| | Sociedade
Venezuelanos estão cada vez mais divididos A
característica mais marcante da sociedade venezuelana após oito
anos de chavismo talvez seja uma profunda divisão da população
em dois grupos que, caso venham a se unir novamente, precisarão de muito
tempo para isso. Não a divisão entre a elite oligárquica
e a maioria pobre e gloriosa, como quer o presidente coronel. Mas
sim uma separação entre aqueles que apóiam o governo populista
e personalista de Hugo Chávez, e aqueles que não compartilham dos
planos do presidente de implantar na Venezuela o que ele chama de "socialismo
do século XXI". Entre os que vão às ruas defender as
medidas autoritárias do aspirante a ditador em manifestações
freqüentemente convocadas e pagas pelo governo e os que não
concordam com a expropriação de empresas privadas, com a censura
aos formadores de opinião e com a criação de um partido único. Chávez
sustenta que a Venezuela é rica, mas uma elite perversa fica com todo o
dinheiro.

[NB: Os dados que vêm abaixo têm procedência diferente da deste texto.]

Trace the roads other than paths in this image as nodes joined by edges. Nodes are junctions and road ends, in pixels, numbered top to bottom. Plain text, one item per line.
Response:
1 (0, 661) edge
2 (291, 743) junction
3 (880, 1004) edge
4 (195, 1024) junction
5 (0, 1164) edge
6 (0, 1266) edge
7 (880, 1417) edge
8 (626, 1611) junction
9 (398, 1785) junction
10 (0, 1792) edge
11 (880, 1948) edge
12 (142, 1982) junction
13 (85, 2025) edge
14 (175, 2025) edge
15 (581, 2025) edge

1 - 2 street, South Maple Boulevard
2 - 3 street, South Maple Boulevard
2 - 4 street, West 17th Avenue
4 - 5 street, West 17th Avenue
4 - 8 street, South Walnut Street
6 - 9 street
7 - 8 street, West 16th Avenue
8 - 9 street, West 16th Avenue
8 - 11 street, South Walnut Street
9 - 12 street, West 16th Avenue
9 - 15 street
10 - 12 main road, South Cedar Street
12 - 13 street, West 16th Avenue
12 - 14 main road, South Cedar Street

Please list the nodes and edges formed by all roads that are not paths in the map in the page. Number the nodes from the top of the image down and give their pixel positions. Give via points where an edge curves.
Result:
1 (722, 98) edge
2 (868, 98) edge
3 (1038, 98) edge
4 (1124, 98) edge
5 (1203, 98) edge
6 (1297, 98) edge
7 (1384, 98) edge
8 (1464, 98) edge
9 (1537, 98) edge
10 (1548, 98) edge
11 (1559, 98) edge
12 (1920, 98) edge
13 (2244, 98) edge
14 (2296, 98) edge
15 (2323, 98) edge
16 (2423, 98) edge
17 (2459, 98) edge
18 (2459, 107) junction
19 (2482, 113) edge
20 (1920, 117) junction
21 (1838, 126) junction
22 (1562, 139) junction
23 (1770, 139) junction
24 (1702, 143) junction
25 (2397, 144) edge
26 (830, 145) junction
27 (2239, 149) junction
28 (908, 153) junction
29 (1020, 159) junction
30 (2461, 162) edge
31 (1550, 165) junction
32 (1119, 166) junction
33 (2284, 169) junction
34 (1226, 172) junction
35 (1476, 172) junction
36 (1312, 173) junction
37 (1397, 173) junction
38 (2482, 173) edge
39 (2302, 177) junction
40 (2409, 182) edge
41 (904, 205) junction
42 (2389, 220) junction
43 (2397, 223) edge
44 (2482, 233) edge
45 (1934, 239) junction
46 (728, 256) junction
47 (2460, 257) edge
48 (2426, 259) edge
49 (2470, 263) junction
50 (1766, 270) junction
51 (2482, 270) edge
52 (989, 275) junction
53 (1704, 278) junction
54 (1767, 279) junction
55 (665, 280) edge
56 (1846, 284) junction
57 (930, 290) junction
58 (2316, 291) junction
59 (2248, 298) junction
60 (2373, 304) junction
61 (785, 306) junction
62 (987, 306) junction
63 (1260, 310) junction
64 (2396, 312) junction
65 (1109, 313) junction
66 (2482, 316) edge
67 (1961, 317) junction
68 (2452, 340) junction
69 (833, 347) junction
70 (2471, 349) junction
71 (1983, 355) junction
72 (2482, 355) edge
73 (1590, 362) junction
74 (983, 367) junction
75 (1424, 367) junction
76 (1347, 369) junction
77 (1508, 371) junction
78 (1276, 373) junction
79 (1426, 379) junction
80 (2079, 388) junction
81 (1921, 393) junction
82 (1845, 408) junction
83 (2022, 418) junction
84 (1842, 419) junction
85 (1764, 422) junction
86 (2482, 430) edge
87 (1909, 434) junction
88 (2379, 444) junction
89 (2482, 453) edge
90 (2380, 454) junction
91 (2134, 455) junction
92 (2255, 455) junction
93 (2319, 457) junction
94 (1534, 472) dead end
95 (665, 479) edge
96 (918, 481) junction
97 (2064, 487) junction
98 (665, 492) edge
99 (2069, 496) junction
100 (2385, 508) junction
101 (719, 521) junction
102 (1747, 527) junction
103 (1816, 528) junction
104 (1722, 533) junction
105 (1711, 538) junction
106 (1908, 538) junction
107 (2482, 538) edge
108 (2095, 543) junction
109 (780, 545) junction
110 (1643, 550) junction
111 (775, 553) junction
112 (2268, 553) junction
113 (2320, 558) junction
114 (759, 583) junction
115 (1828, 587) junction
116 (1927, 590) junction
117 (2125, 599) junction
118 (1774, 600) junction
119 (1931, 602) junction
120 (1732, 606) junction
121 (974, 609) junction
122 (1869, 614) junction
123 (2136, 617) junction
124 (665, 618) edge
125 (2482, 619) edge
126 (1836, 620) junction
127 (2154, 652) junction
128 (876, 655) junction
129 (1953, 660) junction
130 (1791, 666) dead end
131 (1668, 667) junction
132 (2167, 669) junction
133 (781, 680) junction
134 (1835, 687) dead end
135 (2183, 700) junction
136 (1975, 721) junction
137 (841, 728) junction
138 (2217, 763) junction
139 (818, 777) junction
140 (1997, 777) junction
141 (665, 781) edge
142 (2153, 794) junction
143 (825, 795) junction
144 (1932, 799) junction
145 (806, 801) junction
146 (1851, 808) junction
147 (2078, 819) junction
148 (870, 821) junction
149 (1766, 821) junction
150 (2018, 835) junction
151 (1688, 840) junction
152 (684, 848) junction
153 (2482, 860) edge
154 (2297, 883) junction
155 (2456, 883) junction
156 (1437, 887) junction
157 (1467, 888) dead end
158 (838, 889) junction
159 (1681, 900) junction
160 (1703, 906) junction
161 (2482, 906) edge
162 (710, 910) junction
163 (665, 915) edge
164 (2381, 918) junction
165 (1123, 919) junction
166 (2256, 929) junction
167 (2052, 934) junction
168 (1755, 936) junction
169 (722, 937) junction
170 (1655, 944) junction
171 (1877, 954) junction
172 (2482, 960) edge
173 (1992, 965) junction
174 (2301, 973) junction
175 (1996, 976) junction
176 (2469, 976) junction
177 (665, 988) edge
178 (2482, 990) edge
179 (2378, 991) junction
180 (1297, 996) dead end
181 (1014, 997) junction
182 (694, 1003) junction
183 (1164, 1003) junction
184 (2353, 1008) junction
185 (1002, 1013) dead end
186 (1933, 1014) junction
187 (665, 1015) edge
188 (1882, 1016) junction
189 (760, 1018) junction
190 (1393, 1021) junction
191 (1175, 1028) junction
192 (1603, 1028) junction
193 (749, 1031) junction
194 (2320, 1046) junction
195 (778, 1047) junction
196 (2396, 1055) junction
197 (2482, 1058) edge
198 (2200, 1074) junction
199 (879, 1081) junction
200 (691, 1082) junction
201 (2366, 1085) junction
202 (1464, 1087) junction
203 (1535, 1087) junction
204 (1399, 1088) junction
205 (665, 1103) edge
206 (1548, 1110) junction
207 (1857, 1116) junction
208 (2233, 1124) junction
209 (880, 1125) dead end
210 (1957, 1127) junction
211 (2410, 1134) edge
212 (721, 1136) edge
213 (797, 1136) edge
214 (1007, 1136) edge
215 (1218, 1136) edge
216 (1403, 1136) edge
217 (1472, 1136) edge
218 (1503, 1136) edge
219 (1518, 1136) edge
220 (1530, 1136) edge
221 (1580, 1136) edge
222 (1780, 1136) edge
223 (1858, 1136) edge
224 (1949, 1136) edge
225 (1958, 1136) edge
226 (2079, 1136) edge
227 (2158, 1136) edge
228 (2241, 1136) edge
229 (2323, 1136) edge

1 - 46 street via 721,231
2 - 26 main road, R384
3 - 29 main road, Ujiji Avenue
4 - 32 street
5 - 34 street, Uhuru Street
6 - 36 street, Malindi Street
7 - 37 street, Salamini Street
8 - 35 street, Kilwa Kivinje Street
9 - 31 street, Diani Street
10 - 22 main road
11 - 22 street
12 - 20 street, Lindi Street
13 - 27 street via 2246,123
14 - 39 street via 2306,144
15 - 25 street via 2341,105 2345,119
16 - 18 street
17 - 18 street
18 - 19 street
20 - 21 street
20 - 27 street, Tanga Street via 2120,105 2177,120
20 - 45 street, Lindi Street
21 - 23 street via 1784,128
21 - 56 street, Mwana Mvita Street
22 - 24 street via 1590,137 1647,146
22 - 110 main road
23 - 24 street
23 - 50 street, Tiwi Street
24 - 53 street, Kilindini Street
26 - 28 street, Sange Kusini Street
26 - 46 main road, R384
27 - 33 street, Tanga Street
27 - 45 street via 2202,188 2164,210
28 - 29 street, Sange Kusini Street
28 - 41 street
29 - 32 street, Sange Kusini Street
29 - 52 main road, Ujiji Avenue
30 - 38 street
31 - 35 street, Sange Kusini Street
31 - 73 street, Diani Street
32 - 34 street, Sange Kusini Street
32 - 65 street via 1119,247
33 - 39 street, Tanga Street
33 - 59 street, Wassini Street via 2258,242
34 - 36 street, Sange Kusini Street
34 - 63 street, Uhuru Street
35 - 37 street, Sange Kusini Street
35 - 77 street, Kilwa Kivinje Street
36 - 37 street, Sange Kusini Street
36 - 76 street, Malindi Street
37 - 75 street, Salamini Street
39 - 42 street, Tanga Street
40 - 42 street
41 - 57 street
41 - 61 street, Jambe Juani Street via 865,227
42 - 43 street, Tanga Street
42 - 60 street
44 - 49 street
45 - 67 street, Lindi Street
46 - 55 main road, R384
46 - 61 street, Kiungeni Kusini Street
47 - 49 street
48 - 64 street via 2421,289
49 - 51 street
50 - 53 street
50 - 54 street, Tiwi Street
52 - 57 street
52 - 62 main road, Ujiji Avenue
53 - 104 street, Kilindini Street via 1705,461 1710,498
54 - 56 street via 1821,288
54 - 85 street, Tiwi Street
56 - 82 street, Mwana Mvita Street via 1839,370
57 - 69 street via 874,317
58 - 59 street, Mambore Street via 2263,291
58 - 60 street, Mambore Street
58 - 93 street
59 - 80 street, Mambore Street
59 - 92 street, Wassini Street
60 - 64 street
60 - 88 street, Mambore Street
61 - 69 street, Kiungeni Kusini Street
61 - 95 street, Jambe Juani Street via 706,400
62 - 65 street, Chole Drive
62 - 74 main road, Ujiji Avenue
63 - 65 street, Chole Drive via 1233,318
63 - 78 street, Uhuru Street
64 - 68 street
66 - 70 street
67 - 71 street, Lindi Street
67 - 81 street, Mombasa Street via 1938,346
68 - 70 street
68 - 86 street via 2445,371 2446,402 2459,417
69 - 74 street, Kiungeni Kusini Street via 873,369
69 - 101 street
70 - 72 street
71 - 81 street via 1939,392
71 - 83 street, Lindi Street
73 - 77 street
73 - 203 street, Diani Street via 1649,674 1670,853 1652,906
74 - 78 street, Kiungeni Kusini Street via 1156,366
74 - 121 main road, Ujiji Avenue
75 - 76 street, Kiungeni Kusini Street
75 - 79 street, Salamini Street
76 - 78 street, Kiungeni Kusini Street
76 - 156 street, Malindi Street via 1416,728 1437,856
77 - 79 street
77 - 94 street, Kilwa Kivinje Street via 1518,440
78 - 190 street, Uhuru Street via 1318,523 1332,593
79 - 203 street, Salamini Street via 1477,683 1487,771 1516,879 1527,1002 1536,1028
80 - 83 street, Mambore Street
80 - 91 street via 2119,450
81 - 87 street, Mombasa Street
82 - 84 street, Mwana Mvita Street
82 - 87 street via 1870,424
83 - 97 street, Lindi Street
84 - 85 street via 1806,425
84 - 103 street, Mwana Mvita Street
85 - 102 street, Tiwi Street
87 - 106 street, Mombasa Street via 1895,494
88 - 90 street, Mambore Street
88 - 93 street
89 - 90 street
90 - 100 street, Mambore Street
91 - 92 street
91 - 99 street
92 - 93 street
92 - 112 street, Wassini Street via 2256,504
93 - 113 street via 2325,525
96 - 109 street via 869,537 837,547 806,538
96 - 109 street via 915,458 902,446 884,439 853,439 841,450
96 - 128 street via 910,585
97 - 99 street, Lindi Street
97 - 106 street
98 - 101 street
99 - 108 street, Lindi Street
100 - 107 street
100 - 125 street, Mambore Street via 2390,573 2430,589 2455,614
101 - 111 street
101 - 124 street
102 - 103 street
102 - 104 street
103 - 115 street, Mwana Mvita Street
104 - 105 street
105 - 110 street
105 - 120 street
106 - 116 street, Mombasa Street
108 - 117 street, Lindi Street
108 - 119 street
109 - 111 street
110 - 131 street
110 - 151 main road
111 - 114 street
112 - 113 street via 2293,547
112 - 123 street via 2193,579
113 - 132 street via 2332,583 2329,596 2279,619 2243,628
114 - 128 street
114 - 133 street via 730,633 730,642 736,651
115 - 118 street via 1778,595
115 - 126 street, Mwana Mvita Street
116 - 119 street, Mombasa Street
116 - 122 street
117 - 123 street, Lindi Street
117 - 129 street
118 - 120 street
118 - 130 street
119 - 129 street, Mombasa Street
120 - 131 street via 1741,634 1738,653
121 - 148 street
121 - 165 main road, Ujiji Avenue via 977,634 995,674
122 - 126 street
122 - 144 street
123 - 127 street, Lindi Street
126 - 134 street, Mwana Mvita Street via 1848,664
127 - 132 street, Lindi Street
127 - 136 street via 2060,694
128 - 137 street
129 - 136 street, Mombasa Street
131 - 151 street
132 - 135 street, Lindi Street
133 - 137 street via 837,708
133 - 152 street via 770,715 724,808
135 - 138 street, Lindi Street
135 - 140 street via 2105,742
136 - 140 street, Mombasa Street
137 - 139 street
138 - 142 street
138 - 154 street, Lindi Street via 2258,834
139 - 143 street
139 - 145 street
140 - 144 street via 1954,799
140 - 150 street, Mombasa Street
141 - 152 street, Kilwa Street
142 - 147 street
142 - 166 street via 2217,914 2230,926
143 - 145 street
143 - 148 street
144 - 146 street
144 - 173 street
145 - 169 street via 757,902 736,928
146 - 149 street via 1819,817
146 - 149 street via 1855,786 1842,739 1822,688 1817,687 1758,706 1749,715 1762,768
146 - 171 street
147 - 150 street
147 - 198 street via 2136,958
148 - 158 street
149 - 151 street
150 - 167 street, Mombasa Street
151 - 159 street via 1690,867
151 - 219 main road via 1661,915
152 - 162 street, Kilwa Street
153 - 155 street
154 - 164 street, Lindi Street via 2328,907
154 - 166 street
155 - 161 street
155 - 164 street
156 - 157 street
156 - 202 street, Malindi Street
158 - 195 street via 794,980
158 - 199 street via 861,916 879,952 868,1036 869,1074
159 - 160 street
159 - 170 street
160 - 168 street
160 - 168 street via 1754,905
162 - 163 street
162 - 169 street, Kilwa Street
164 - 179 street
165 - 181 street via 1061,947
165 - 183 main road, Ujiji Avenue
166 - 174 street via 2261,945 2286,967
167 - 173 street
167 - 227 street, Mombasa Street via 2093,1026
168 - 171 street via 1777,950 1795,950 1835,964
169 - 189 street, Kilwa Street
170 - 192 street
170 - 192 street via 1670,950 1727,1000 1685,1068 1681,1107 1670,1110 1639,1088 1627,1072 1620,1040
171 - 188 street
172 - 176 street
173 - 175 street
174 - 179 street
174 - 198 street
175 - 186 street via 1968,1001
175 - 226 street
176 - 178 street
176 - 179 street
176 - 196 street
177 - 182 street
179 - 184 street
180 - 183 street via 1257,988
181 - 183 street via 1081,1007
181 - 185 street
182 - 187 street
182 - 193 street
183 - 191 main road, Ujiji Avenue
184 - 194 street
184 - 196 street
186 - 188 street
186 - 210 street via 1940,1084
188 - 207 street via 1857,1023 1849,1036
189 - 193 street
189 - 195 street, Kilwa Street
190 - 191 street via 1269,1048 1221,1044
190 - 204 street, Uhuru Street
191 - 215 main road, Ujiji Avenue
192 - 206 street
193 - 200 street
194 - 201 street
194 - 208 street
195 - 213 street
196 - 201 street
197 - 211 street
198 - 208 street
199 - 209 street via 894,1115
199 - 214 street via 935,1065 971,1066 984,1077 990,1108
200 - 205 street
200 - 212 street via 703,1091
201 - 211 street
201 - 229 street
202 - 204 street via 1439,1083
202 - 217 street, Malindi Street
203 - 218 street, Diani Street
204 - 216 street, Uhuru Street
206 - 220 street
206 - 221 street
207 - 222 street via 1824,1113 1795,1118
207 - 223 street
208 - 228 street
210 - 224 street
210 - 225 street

A teoria simplista funcionou porque os venezuelanos, boa parte composta
de imigrantes ansiosos por fazer a América (o país tinha apenas
5 milhões de habitantes nos anos 50), foram criados sob o sonho de que
a riqueza petrolífera dava para todos. Não dava. A classe média,
que no fim dos anos 70 representava 65% da população, não
passa de 20% na primeira década do século XXI. A decepção
e o ressentimento crônicos viraram combustível para o ódio
entre as classes sociais, que o presidente alimenta. Dessa forma, a Venezuela
caminha para chegar a um ponto em que, aí sim, só haverá
uma burguesia abastada e uma multidão de miseráveis, vítimas
de um governo que lhes oferece ajudas eventuais em troca de votos, mas não
promove um desenvolvimento sustentado da economia que ajudaria todos a melhorar
de vida. "Boliburguesia"
- Esta elite, entretanto, não será composta pelos poucos empresários
e empreendedores que ainda persistem em prosperar longe das barbas do governo.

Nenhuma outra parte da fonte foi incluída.